血清白蛋白是一种水溶性很强的蛋白，结构稳定，能结合多种小分子，在医学临床及生物领域有着广泛的应用。蛋白质的分离纯化原理主要基于溶解度差异、电荷差异、分子大小、疏水作用、生物亲和差异来达到分离的。作为生物分子，蛋白质的分离纯化与其它化学产品的分离有很大的差异：通常完成一次产品的纯化需要好几种方法结合使用，一般分为：前处理、粗分离、细分离和结晶四个步骤。随着人类对蛋白质认识的深入，分离纯化方法也一直在改进，当今纯化研究的重点在提高纯度、回收率，降低成本、减少繁冗的操作时间和步骤。

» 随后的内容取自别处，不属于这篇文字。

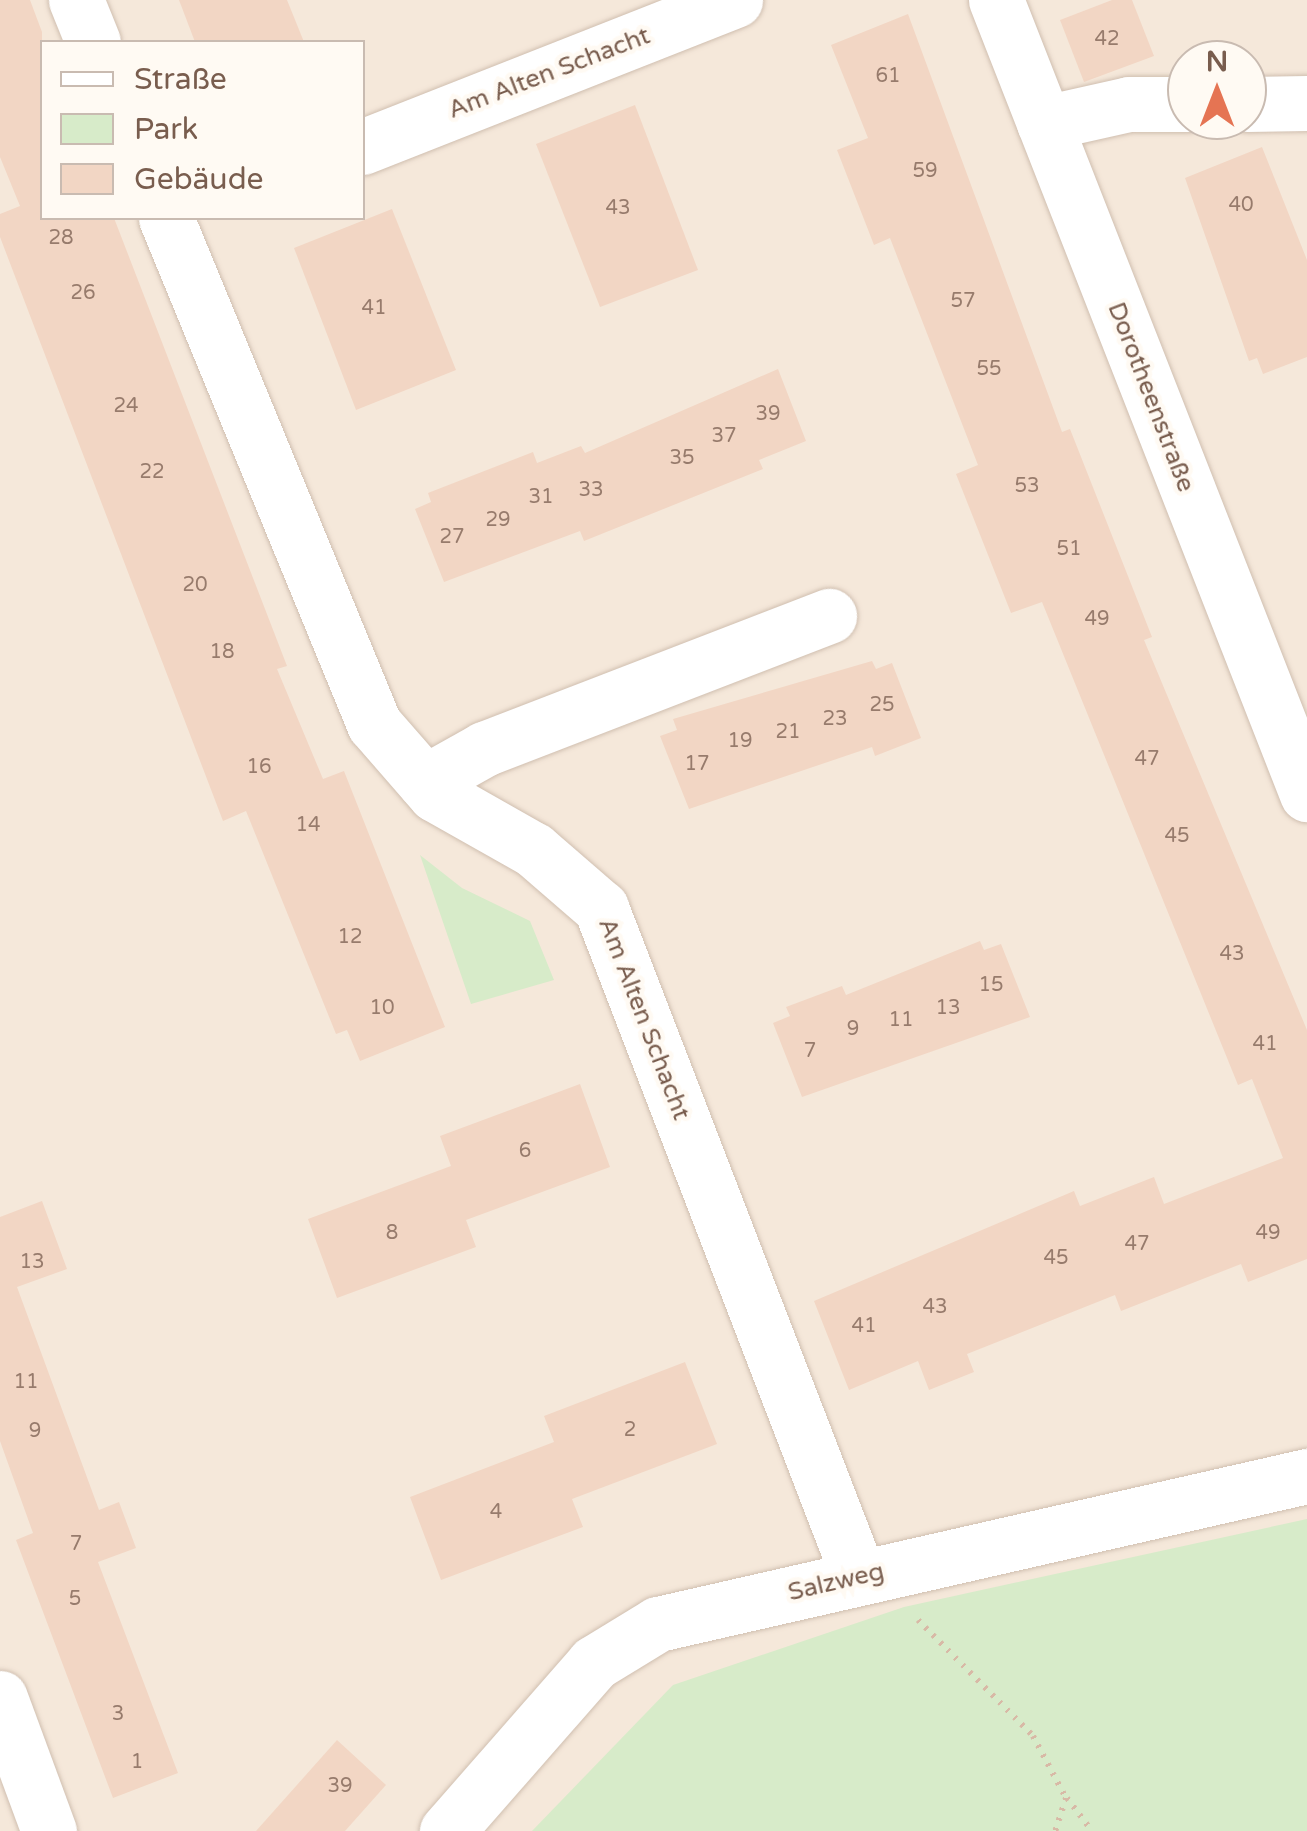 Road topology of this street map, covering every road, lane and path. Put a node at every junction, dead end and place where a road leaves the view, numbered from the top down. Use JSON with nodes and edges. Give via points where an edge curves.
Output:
{"nodes":[{"id":1,"x":76,"y":0,"type":"edge"},
{"id":2,"x":735,"y":0,"type":"edge"},
{"id":3,"x":996,"y":0,"type":"edge"},
{"id":4,"x":92,"y":40,"type":"edge"},
{"id":5,"x":1307,"y":103,"type":"edge"},
{"id":6,"x":1167,"y":104,"type":"edge"},
{"id":7,"x":1267,"y":104,"type":"edge"},
{"id":8,"x":1044,"y":123,"type":"junction"},
{"id":9,"x":365,"y":146,"type":"edge"},
{"id":10,"x":172,"y":220,"type":"edge"},
{"id":11,"x":830,"y":616,"type":"dead end"},
{"id":12,"x":425,"y":782,"type":"junction"},
{"id":13,"x":1307,"y":794,"type":"edge"},
{"id":14,"x":1307,"y":1476,"type":"edge"},
{"id":15,"x":866,"y":1574,"type":"junction"},
{"id":16,"x":0,"y":1698,"type":"edge"},
{"id":17,"x":1066,"y":1798,"type":"junction"},
{"id":18,"x":49,"y":1831,"type":"edge"},
{"id":19,"x":448,"y":1831,"type":"edge"},
{"id":20,"x":1055,"y":1831,"type":"edge"},
{"id":21,"x":1092,"y":1831,"type":"edge"}],
"edges":[{"from":1,"to":4,"type":"street"},
{"from":2,"to":9,"type":"street","name":"Am Alten Schacht"},
{"from":3,"to":8,"type":"street","name":"Dorotheenstraße"},
{"from":5,"to":7,"type":"street"},
{"from":6,"to":8,"type":"street","via":[[1129,104]]},
{"from":8,"to":13,"type":"street","name":"Dorotheenstraße"},
{"from":10,"to":12,"type":"street","name":"Am Alten Schacht","via":[[374,724]]},
{"from":11,"to":12,"type":"street","via":[[484,750]]},
{"from":12,"to":15,"type":"street","name":"Am Alten Schacht","via":[[534,850],[601,908]]},
{"from":14,"to":15,"type":"street","name":"Salzweg"},
{"from":15,"to":17,"type":"path","via":[[1033,1736]]},
{"from":15,"to":19,"type":"street","name":"Salzweg","via":[[623,1638]]},
{"from":16,"to":18,"type":"street"},
{"from":17,"to":20,"type":"path"},
{"from":17,"to":21,"type":"path"}]} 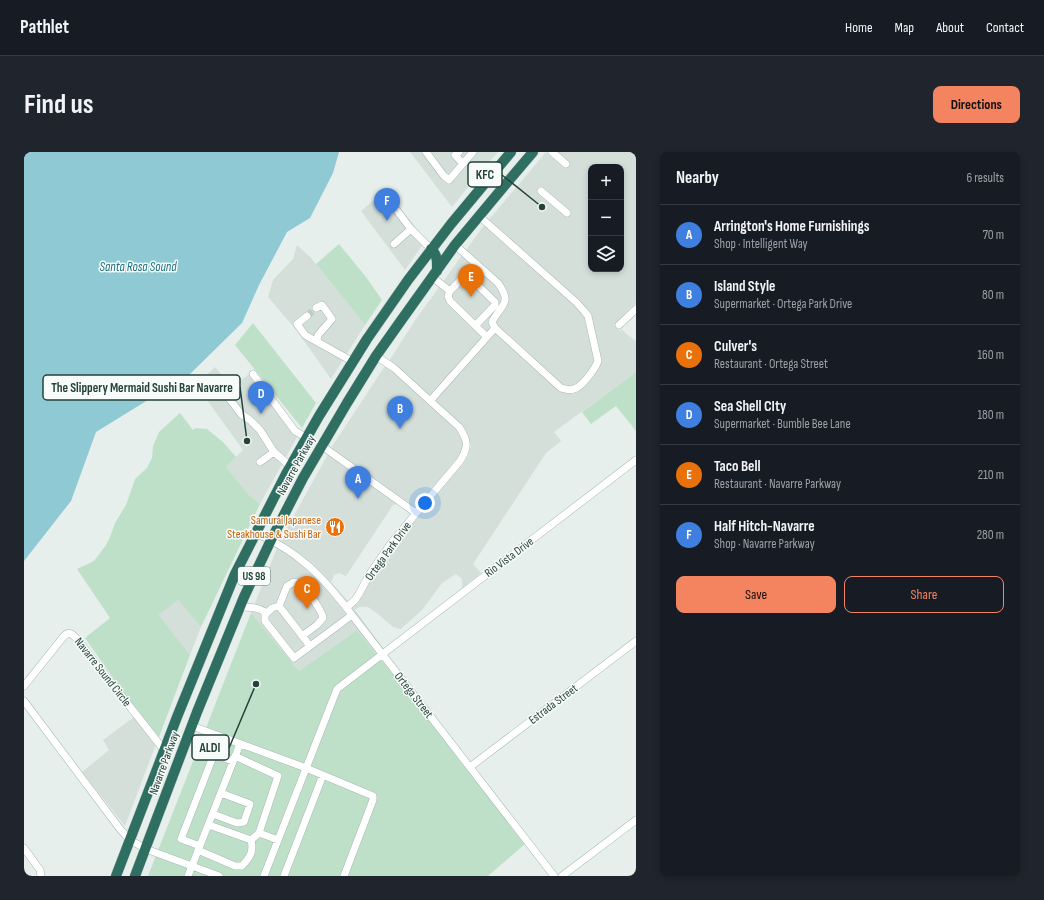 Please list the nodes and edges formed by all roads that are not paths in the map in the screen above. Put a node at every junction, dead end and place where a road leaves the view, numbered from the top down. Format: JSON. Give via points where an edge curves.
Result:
{"nodes":[{"id":1,"x":426,"y":152,"type":"edge"},
{"id":2,"x":459,"y":152,"type":"edge"},
{"id":3,"x":473,"y":152,"type":"edge"},
{"id":4,"x":511,"y":152,"type":"edge"},
{"id":5,"x":533,"y":152,"type":"edge"},
{"id":6,"x":552,"y":152,"type":"edge"},
{"id":7,"x":463,"y":164,"type":"junction"},
{"id":8,"x":566,"y":164,"type":"dead end"},
{"id":9,"x":541,"y":191,"type":"dead end"},
{"id":10,"x":395,"y":208,"type":"dead end"},
{"id":11,"x":567,"y":213,"type":"dead end"},
{"id":12,"x":479,"y":216,"type":"junction"},
{"id":13,"x":451,"y":224,"type":"junction"},
{"id":14,"x":411,"y":230,"type":"junction"},
{"id":15,"x":457,"y":243,"type":"junction"},
{"id":16,"x":394,"y":244,"type":"dead end"},
{"id":17,"x":431,"y":249,"type":"junction"},
{"id":18,"x":476,"y":264,"type":"junction"},
{"id":19,"x":434,"y":274,"type":"junction"},
{"id":20,"x":466,"y":274,"type":"junction"},
{"id":21,"x":450,"y":291,"type":"junction"},
{"id":22,"x":316,"y":308,"type":"dead end"},
{"id":23,"x":636,"y":308,"type":"edge"},
{"id":24,"x":307,"y":316,"type":"tunnel mouth"},
{"id":25,"x":476,"y":325,"type":"junction"},
{"id":26,"x":620,"y":326,"type":"dead end"},
{"id":27,"x":495,"y":328,"type":"junction"},
{"id":28,"x":487,"y":337,"type":"junction"},
{"id":29,"x":318,"y":343,"type":"junction"},
{"id":30,"x":376,"y":356,"type":"junction"},
{"id":31,"x":353,"y":361,"type":"junction"},
{"id":32,"x":253,"y":374,"type":"dead end"},
{"id":33,"x":225,"y":393,"type":"dead end"},
{"id":34,"x":430,"y":401,"type":"junction"},
{"id":35,"x":306,"y":438,"type":"junction"},
{"id":36,"x":322,"y":446,"type":"junction"},
{"id":37,"x":274,"y":452,"type":"junction"},
{"id":38,"x":636,"y":460,"type":"edge"},
{"id":39,"x":260,"y":462,"type":"dead end"},
{"id":40,"x":290,"y":466,"type":"junction"},
{"id":41,"x":416,"y":513,"type":"junction"},
{"id":42,"x":256,"y":533,"type":"junction"},
{"id":43,"x":271,"y":540,"type":"junction"},
{"id":44,"x":279,"y":606,"type":"junction"},
{"id":45,"x":240,"y":607,"type":"junction"},
{"id":46,"x":346,"y":608,"type":"junction"},
{"id":47,"x":267,"y":613,"type":"junction"},
{"id":48,"x":352,"y":615,"type":"junction"},
{"id":49,"x":302,"y":636,"type":"junction"},
{"id":50,"x":636,"y":641,"type":"edge"},
{"id":51,"x":310,"y":646,"type":"junction"},
{"id":52,"x":382,"y":653,"type":"junction"},
{"id":53,"x":24,"y":686,"type":"edge"},
{"id":54,"x":24,"y":701,"type":"edge"},
{"id":55,"x":192,"y":726,"type":"junction"},
{"id":56,"x":240,"y":744,"type":"junction"},
{"id":57,"x":164,"y":750,"type":"junction"},
{"id":58,"x":234,"y":759,"type":"junction"},
{"id":59,"x":470,"y":767,"type":"junction"},
{"id":60,"x":306,"y":768,"type":"junction"},
{"id":61,"x":323,"y":775,"type":"junction"},
{"id":62,"x":221,"y":793,"type":"junction"},
{"id":63,"x":213,"y":814,"type":"junction"},
{"id":64,"x":636,"y":820,"type":"edge"},
{"id":65,"x":208,"y":825,"type":"junction"},
{"id":66,"x":259,"y":833,"type":"junction"},
{"id":67,"x":130,"y":840,"type":"junction"},
{"id":68,"x":251,"y":840,"type":"junction"},
{"id":69,"x":278,"y":840,"type":"junction"},
{"id":70,"x":24,"y":848,"type":"edge"},
{"id":71,"x":199,"y":848,"type":"junction"},
{"id":72,"x":146,"y":849,"type":"junction"},
{"id":73,"x":192,"y":866,"type":"junction"},
{"id":74,"x":41,"y":876,"type":"edge"},
{"id":75,"x":116,"y":876,"type":"edge"},
{"id":76,"x":136,"y":876,"type":"edge"},
{"id":77,"x":188,"y":876,"type":"edge"},
{"id":78,"x":219,"y":876,"type":"edge"},
{"id":79,"x":264,"y":876,"type":"edge"},
{"id":80,"x":284,"y":876,"type":"edge"},
{"id":81,"x":344,"y":876,"type":"edge"},
{"id":82,"x":554,"y":876,"type":"edge"},
{"id":83,"x":562,"y":876,"type":"edge"}],
"edges":[{"from":1,"to":7,"type":"street","via":[[449,180]]},
{"from":2,"to":7,"type":"street","via":[[454,155]]},
{"from":3,"to":7,"type":"street"},
{"from":4,"to":13,"type":"highway","name":"Navarre Parkway","number":"US 98"},
{"from":5,"to":12,"type":"highway","name":"Navarre Parkway","number":"US 98"},
{"from":6,"to":8,"type":"street"},
{"from":9,"to":11,"type":"street"},
{"from":10,"to":14,"type":"street"},
{"from":12,"to":15,"type":"highway","name":"Navarre Parkway","number":"US 98"},
{"from":12,"to":27,"type":"street","via":[[584,311],[588,316],[598,361],[581,386],[567,390],[561,388]]},
{"from":13,"to":15,"type":"highway"},
{"from":13,"to":17,"type":"highway","name":"Navarre Parkway","number":"US 98"},
{"from":14,"to":16,"type":"street"},
{"from":14,"to":17,"type":"street"},
{"from":15,"to":18,"type":"street"},
{"from":15,"to":19,"type":"highway","name":"Navarre Parkway","number":"US 98"},
{"from":17,"to":19,"type":"highway","via":[[436,256]]},
{"from":17,"to":31,"type":"highway","name":"Navarre Parkway","number":"US 98"},
{"from":18,"to":20,"type":"street"},
{"from":18,"to":27,"type":"street","via":[[498,283],[505,296],[505,302],[492,322]]},
{"from":19,"to":21,"type":"street"},
{"from":19,"to":30,"type":"highway","name":"Navarre Parkway","number":"US 98"},
{"from":20,"to":21,"type":"street"},
{"from":20,"to":25,"type":"street","via":[[495,302]]},
{"from":21,"to":25,"type":"street","via":[[450,301]]},
{"from":22,"to":29,"type":"street","via":[[322,305],[332,318],[318,335]]},
{"from":23,"to":26,"type":"street"},
{"from":24,"to":29,"type":"street","via":[[297,324],[305,335]]},
{"from":25,"to":28,"type":"street"},
{"from":27,"to":28,"type":"street"},
{"from":28,"to":34,"type":"street"},
{"from":29,"to":31,"type":"street"},
{"from":30,"to":34,"type":"street","name":"Ortega Park Drive","via":[[394,368]]},
{"from":30,"to":36,"type":"highway","name":"Navarre Parkway","number":"US 98"},
{"from":31,"to":35,"type":"highway","name":"Navarre Parkway","number":"US 98"},
{"from":32,"to":35,"type":"street","via":[[295,431]]},
{"from":33,"to":37,"type":"street","via":[[241,414],[260,430]]},
{"from":34,"to":41,"type":"street","name":"Ortega Park Drive","via":[[459,427],[466,439],[467,447],[460,461]]},
{"from":35,"to":40,"type":"highway","name":"Navarre Parkway","number":"US 98"},
{"from":36,"to":41,"type":"street"},
{"from":36,"to":43,"type":"highway","name":"Navarre Parkway","number":"US 98"},
{"from":37,"to":39,"type":"street"},
{"from":37,"to":40,"type":"street"},
{"from":38,"to":52,"type":"street","name":"Rio Vista Drive"},
{"from":40,"to":42,"type":"highway","name":"Navarre Parkway","number":"US 98"},
{"from":41,"to":46,"type":"street","name":"Ortega Park Drive","via":[[369,574],[355,600]]},
{"from":42,"to":43,"type":"street","name":"Ortega Street"},
{"from":42,"to":57,"type":"highway","name":"Navarre Parkway","number":"US 98","via":[[235,574]]},
{"from":43,"to":45,"type":"highway","name":"Navarre Parkway","number":"US 98"},
{"from":43,"to":46,"type":"street","name":"Ortega Street","via":[[311,568]]},
{"from":44,"to":47,"type":"street"},
{"from":44,"to":49,"type":"street"},
{"from":44,"to":49,"type":"street","via":[[287,586],[294,582],[306,590],[323,618]]},
{"from":45,"to":47,"type":"street","via":[[260,609]]},
{"from":45,"to":55,"type":"highway","name":"Navarre Parkway","number":"US 98"},
{"from":46,"to":48,"type":"street","name":"Ortega Street"},
{"from":47,"to":51,"type":"street","via":[[265,621],[294,658]]},
{"from":48,"to":51,"type":"street"},
{"from":48,"to":52,"type":"street","name":"Ortega Street"},
{"from":49,"to":51,"type":"street"},
{"from":50,"to":59,"type":"street","name":"Estrada Street"},
{"from":52,"to":59,"type":"street","name":"Ortega Street"},
{"from":52,"to":60,"type":"street","name":"Rio Vista Drive","via":[[337,688]]},
{"from":53,"to":57,"type":"street","name":"Navarre Sound Circle","via":[[64,636],[72,633]]},
{"from":54,"to":67,"type":"street"},
{"from":55,"to":56,"type":"street"},
{"from":55,"to":72,"type":"highway","name":"Navarre Parkway","number":"US 98"},
{"from":56,"to":58,"type":"street"},
{"from":56,"to":60,"type":"street"},
{"from":57,"to":67,"type":"highway","name":"Navarre Parkway","number":"US 98"},
{"from":58,"to":62,"type":"street"},
{"from":58,"to":66,"type":"street","via":[[278,776]]},
{"from":58,"to":71,"type":"street","via":[[214,754],[182,839]]},
{"from":59,"to":82,"type":"street","name":"Ortega Street"},
{"from":60,"to":61,"type":"street"},
{"from":60,"to":69,"type":"street","name":"Rio Vista Drive"},
{"from":61,"to":80,"type":"street"},
{"from":61,"to":81,"type":"street","via":[[373,796]]},
{"from":62,"to":63,"type":"street"},
{"from":62,"to":63,"type":"street","via":[[250,804],[244,822],[237,823]]},
{"from":63,"to":65,"type":"street"},
{"from":64,"to":83,"type":"street"},
{"from":65,"to":68,"type":"street"},
{"from":65,"to":71,"type":"street"},
{"from":66,"to":68,"type":"street"},
{"from":66,"to":69,"type":"street"},
{"from":67,"to":72,"type":"street"},
{"from":67,"to":75,"type":"highway","name":"Navarre Parkway","number":"US 98"},
{"from":68,"to":71,"type":"street","via":[[253,848],[250,858],[242,866],[235,866]]},
{"from":69,"to":79,"type":"street","name":"Rio Vista Drive"},
{"from":70,"to":74,"type":"street","via":[[40,870]]},
{"from":71,"to":73,"type":"street"},
{"from":72,"to":73,"type":"street"},
{"from":72,"to":76,"type":"highway","name":"Navarre Parkway","number":"US 98"},
{"from":73,"to":77,"type":"street"},
{"from":73,"to":78,"type":"street"}]} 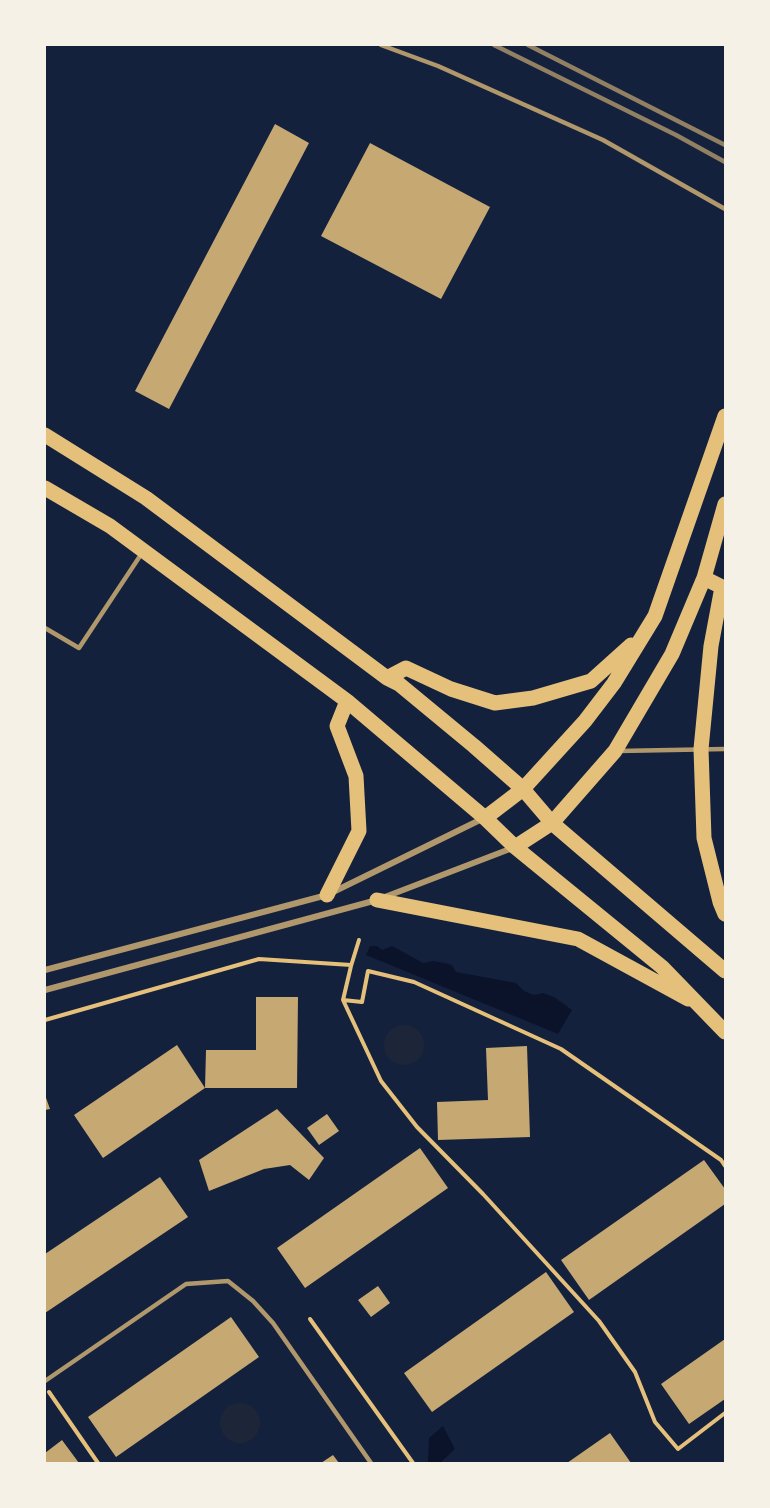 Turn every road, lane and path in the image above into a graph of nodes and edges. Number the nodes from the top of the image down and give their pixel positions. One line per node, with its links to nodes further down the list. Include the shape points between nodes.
1 (381, 45): 2 (lane, via 438,66 603,140)
2 (725, 209)
3 (725, 416): 10 (main road, via 655,615)
4 (45, 435): 11 (main road, via 146,498)
5 (45, 488): 7 (main road)
6 (725, 504): 8 (main road)
7 (144, 550): 9 (lane, via 79,648); 12 (main road)
8 (704, 578): 13 (main road, via 722,587 711,646); 15 (main road, via 672,654)
9 (45, 628)
10 (645, 633): 11 (main road, via 591,681 533,698 495,703 451,689 406,668); 16 (main road, via 585,721)
11 (387, 678): 16 (main road)
12 (347, 701): 17 (main road); 20 (main road, via 337,726 356,776 359,831)
13 (701, 749): 14 (lane); 15 (lane); 22 (main road, via 704,838)
14 (725, 749)
15 (615, 751): 18 (main road)
16 (522, 789): 17 (main road); 18 (main road)
17 (485, 818): 19 (main road); 20 (street)
18 (552, 823): 19 (main road); 26 (main road)
19 (515, 847): 21 (street); 29 (main road, via 662,967)
20 (327, 895): 25 (street)
21 (377, 900): 27 (street); 29 (main road, via 578,939)
22 (725, 914)
23 (359, 940): 24 (path)
24 (351, 965): 28 (path); 30 (path, via 259,958)
25 (45, 970)
26 (725, 971)
27 (45, 990)
28 (343, 1000): 32 (path, via 362,1002 368,971 414,982 561,1049); 36 (path, via 381,1081 417,1127 599,1321 635,1372 655,1422 678,1449)
29 (704, 1008): 31 (main road)
30 (45, 1020)
31 (725, 1032)
32 (725, 1166)
33 (310, 1319): 39 (path)
34 (45, 1381): 38 (lane, via 186,1284 228,1281 273,1323)
35 (45, 1387): 37 (path)
36 (725, 1413)
37 (98, 1463)
38 (370, 1463)
39 (413, 1463)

目前，血清白蛋白的分离纯化方法有很多种，各自都具有一定的特点，归纳起来主要有以下方法：

1、利用溶解度差异分离纯化血清白蛋白

沉淀法是一种初级分离技术，但是，多步操作也可以获得高纯度的目标产品。

(1)盐沉淀法

蛋白质在不同浓度的中性盐溶液中溶解度有不同程度的降低，采用添加中性盐的方法使各种蛋白质依次分别沉淀出来的方法，叫盐析法，比如硫酸铵、利凡诺、辛酸盐沉淀法。但是盐析法可能产生蛋白质聚合体或蛋白质变性，影响药用效果，自动化程度低、生产周期长、成本高、纯化倍数低。因此，在目前的实际应用中受到一定的限制。

(2)有机溶剂沉淀法

向蛋白质溶液中加入乙醇等水溶性溶剂之后，水的活度降低，利用有机溶剂较低的介电常数来沉淀白蛋白。最常用的是冷乙醇沉淀法，即著名的Cohn法。虽然广泛应用于工业生产，但乙醇沉淀法也有一些不足：乙醇是一种非特异性沉淀剂，尽管对人血清白蛋白HSA生产效果显著，但产品纯度不是很高；作为有机溶剂的乙醇还可能使蛋白质发生聚集变性或者二级构象改变；生产不易实现自动化，生产周期长；在非封闭式的环境中有机溶剂对工作人员危害也较大，同时也有可能由于环境不洁造成产品污染。

(3)聚乙二醇(PEG)沉淀法

PEG沉淀的条件温和，可以避免蛋白质聚集或变性，而且沉淀完全，但大量PEG价格较贵，从白蛋白溶液中除去在工业生产上需较大成本。M.I.Jimenez等人将聚乙二醇和乙醇结合来纯化血清白蛋白，分离迅速，并达到了实验室中等分离规模。但又用到了有机溶剂乙醇。

2、利用电荷差异分离纯化血清白蛋白

(1)离子交换色谱

这是迄今利用较广泛的色谱技术，在纯化中占了75％。因为它具有分辨率高，交换容量大以及明确的作用机理等特点。在白蛋白的分离纯化上有很重要的作用。但色谱柱的再生、保存、使用步骤烦琐，以及容易出现柱阻塞等问题，限制了它的进一步使用。

(2)电泳法

电泳分离的原理和操作形式多样，经过几十年的发展，成为分离纯化，特别是鉴定蛋白质的有力工具，现在正向综合方向发展。尹开吉等利用压力驱动的毛细管等电聚焦分离牛血清白蛋白和血红蛋白，得到了理想的分离结果，且操作简单。K.A.Denton等用中性涂布的高效毛细管分离临床用HSA，得到了八种组分峰。但是电泳法分离纯化蛋白质的量很少，不属制备范畴，无法满足制备需求，且电泳过程中产生的热量可能导致蛋白质变性，并且成本也很高。

3、利用分子大小差异

(1)凝胶层析法

这是20世纪60年代初发展起来的一种简单有效的技术。利用凝胶分子筛对大小、形状不同的蛋白进行分离。分子大小相差25％的样品，通过单一的凝胶就可以完全分开。应用于提纯蛋白质、激素、核酸等。同时还可以进行脱盐、浓缩、脱色、去热原。具有分离效果好、操作简单方便、分离广泛及不影响生物活性的特点。但是分辨率不高，分离操作较慢，对于质量差异不大的样品难以达到很好的分离。此外，凝胶层析要求样品黏度不宜太高。凝胶颗粒有时还有非特异性的吸附现象。

(2)离心法

离心法具有可以迅速将沉淀和上清液分开、应用范围广，成本低等特点，但无法获得纯度很高的产品。并且受样品浓度影响，离心力过大常会导致样品颗粒变性、聚集而失活。

4、利用特殊选择性分离纯化血清白蛋白

杨利等用IDA型固定化镍离子金属螯合亲和膜色谱对HSA分离纯化，产品经毛细管电泳分析，纯度与Sigma公司的电泳纯HSA相当，回收率可达85％以上。